▶ **What you will do**
Which lines of the records contain the word "Avenida"? Copy each one.

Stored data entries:
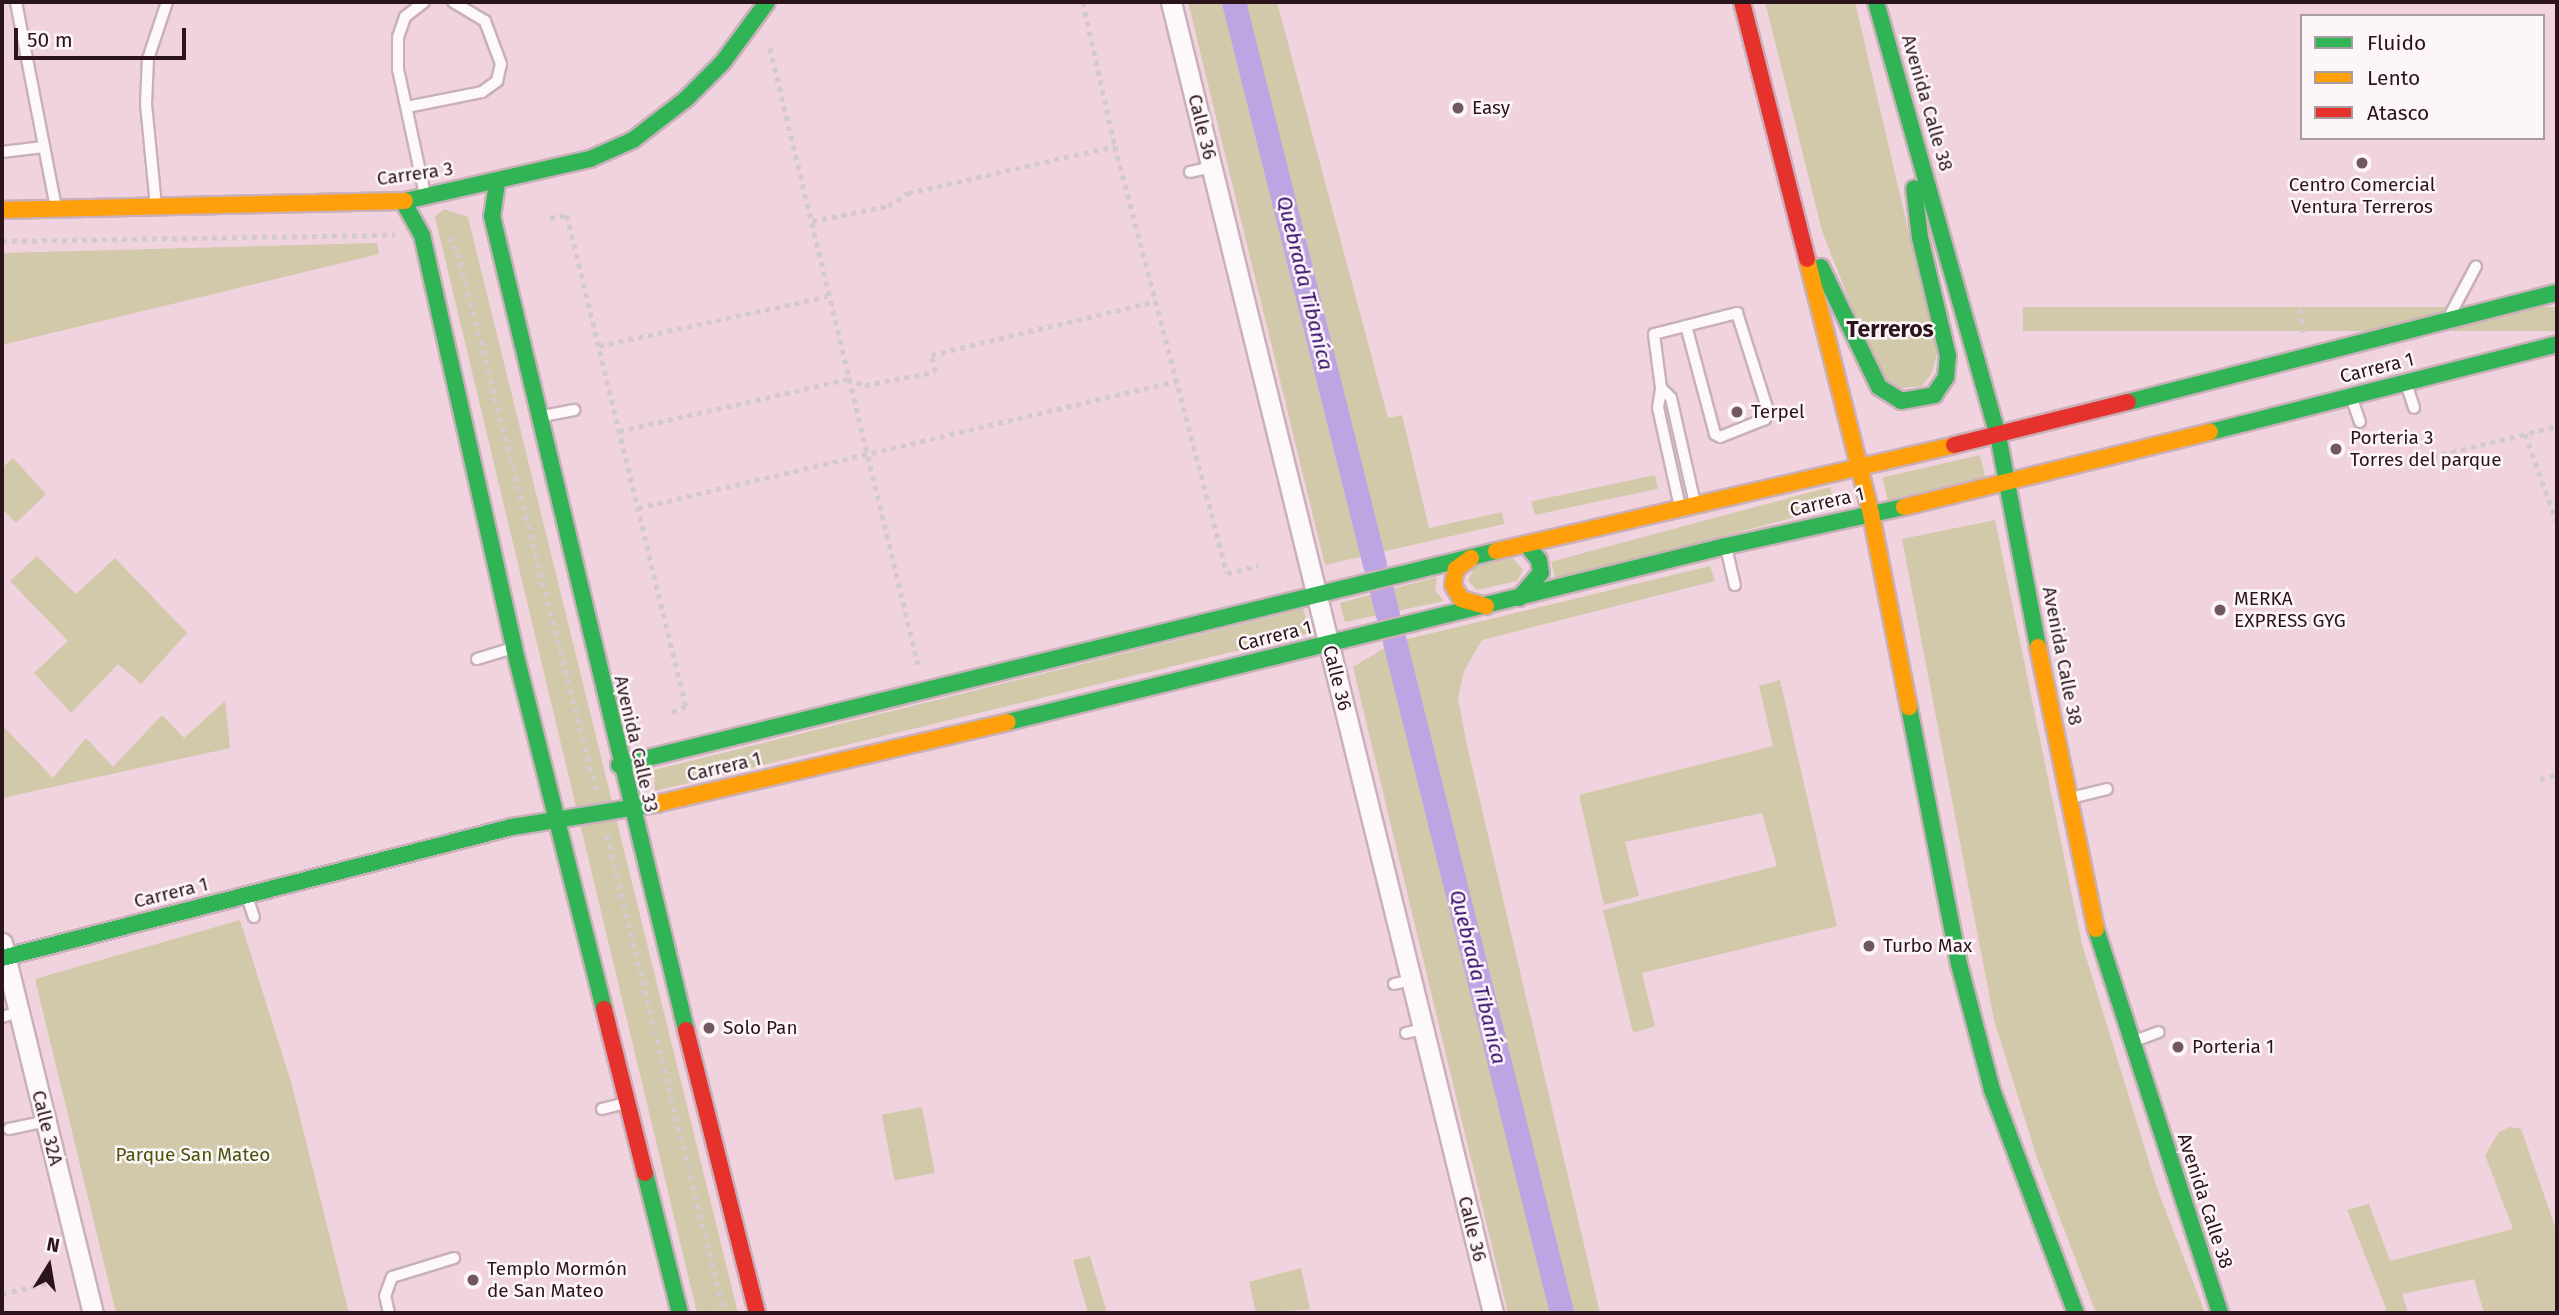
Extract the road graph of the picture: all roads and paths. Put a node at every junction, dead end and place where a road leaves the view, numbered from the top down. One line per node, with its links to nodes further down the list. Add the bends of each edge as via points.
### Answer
1 (16, 2): 14 (lane)
2 (167, 2): 23 (lane, via 148,60 146,93)
3 (424, 2): 12 (lane, via 405,17 398,37 398,69)
4 (453, 2): 12 (lane, via 485,21 501,64 497,81 482,92)
5 (767, 2): 18 (street, Carrera 3, via 723,62 633,140 590,159)
6 (1083, 2): 13 (path)
7 (1171, 2): 16 (street, Calle 36)
8 (1742, 2): 20 (street)
9 (1876, 2): 11 (street, Avenida Calle 38)
10 (770, 48): 26 (path)
11 (1901, 87): 20 (street, via 1920,238 1948,356 1946,377 1934,395 1901,401 1880,387 1864,363); 47 (street, Avenida Calle 38)
12 (407, 107): 19 (lane)
13 (1115, 146): 26 (path, via 908,193 888,206); 30 (path)
14 (44, 148): 15 (lane); 22 (lane)
15 (2, 152)
16 (1212, 167): 17 (lane); 62 (street, Calle 36)
17 (1190, 172)
18 (497, 182): 19 (street, Carrera 3); 43 (street, Avenida Calle 33, via 492,216)
19 (425, 196): 21 (street, Carrera 3)
20 (1791, 198): 51 (street)
21 (402, 201): 23 (street, Carrera 3); 66 (street, via 422,235)
22 (56, 209): 23 (street, Carrera 3); 24 (street, Carrera 3)
23 (156, 209)
24 (2, 210)
25 (551, 218): 36 (path, via 568,215)
26 (812, 221): 29 (path)
27 (2476, 266): 32 (lane)
28 (2557, 293): 32 (street, Carrera 1)
29 (828, 296): 36 (path); 37 (path)
30 (1156, 301): 37 (path, via 931,355 935,372 865,385); 38 (path)
31 (2300, 309): 34 (path)
32 (2447, 321): 47 (street, Carrera 1)
33 (1686, 326): 33 (lane, via 1715,434 1720,437 1765,419 1768,411 1737,313); 53 (lane, via 1654,334 1661,388 1671,398)
34 (2304, 333)
35 (2557, 344): 39 (street, Carrera 1)
36 (599, 346): 46 (path)
37 (847, 379): 46 (path); 49 (path)
38 (1176, 381): 49 (path); 60 (path, via 1227,573)
39 (2406, 383): 40 (street, Carrera 1); 41 (lane)
40 (2352, 397): 44 (lane); 52 (street, Carrera 1)
41 (2414, 408)
42 (574, 410): 43 (lane)
43 (538, 417): 70 (street, Avenida Calle 33)
44 (2360, 422)
45 (2557, 426): 48 (path)
46 (620, 431): 54 (path)
47 (1998, 435): 51 (street, Carrera 1); 52 (street, Avenida Calle 38)
48 (2525, 435): 50 (path); 56 (path)
49 (865, 455): 54 (path); 68 (path)
50 (2432, 457)
51 (1859, 468): 53 (street, Carrera 1); 55 (street)
52 (2008, 484): 55 (street, Carrera 1); 74 (street, Avenida Calle 38)
53 (1688, 507): 57 (street, Carrera 1)
54 (638, 508): 69 (path, via 686,707)
55 (1871, 514): 58 (street, Carrera 1); 95 (street, via 1962,977 1992,1090)
56 (2557, 522)
57 (1527, 545): 59 (street, Carrera 1); 63 (street, via 1539,559 1541,573)
58 (1726, 546): 61 (lane); 63 (street, Carrera 1)
59 (1471, 558): 62 (street, Carrera 1); 64 (street, via 1456,569 1453,584 1461,599)
60 (1258, 566)
61 (1735, 584)
62 (1316, 593): 65 (street, Calle 36); 70 (street, Carrera 1)
63 (1519, 598): 64 (street, Carrera 1)
64 (1486, 606): 65 (street, Carrera 1)
65 (1329, 645): 75 (street, Carrera 1, via 929,746); 94 (street, Calle 36, via 1415,1031)
66 (514, 648): 67 (lane); 76 (street)
67 (477, 659)
68 (918, 664)
69 (668, 714)
70 (619, 765): 75 (street, Avenida Calle 33)
71 (2557, 774): 72 (path)
72 (2539, 780)
73 (2107, 789): 74 (lane)
74 (2067, 799): 82 (street, Avenida Calle 38, via 2099,940)
75 (630, 810): 76 (street, Carrera 1); 93 (street, Avenida Calle 33)
76 (555, 817): 77 (street, Carrera 1); 83 (street)
77 (247, 895): 78 (lane); 79 (street, Carrera 1)
78 (254, 917)
79 (3, 953): 80 (street, Calle 32A)
80 (10, 1014): 85 (street, Calle 32A)
81 (2159, 1032): 82 (lane)
82 (2130, 1042): 96 (street, Avenida Calle 38)
83 (627, 1103): 84 (lane); 92 (street)
84 (602, 1109)
85 (46, 1121): 86 (lane); 90 (street, Calle 32A)
86 (9, 1129)
87 (454, 1258): 91 (lane, via 392,1277 385,1296)
88 (48, 1283): 89 (path)
89 (2, 1294)
90 (93, 1313)
91 (389, 1313)
92 (680, 1313)
93 (757, 1313)
94 (1493, 1313)
95 (2076, 1313)
96 (2220, 1313)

▶ **Answer to the problem**
9 (1876, 2): 11 (street, Avenida Calle 38)
11 (1901, 87): 20 (street, via 1920,238 1948,356 1946,377 1934,395 1901,401 1880,387 1864,363); 47 (street, Avenida Calle 38)
18 (497, 182): 19 (street, Carrera 3); 43 (street, Avenida Calle 33, via 492,216)
43 (538, 417): 70 (street, Avenida Calle 33)
47 (1998, 435): 51 (street, Carrera 1); 52 (street, Avenida Calle 38)
52 (2008, 484): 55 (street, Carrera 1); 74 (street, Avenida Calle 38)
70 (619, 765): 75 (street, Avenida Calle 33)
74 (2067, 799): 82 (street, Avenida Calle 38, via 2099,940)
75 (630, 810): 76 (street, Carrera 1); 93 (street, Avenida Calle 33)
82 (2130, 1042): 96 (street, Avenida Calle 38)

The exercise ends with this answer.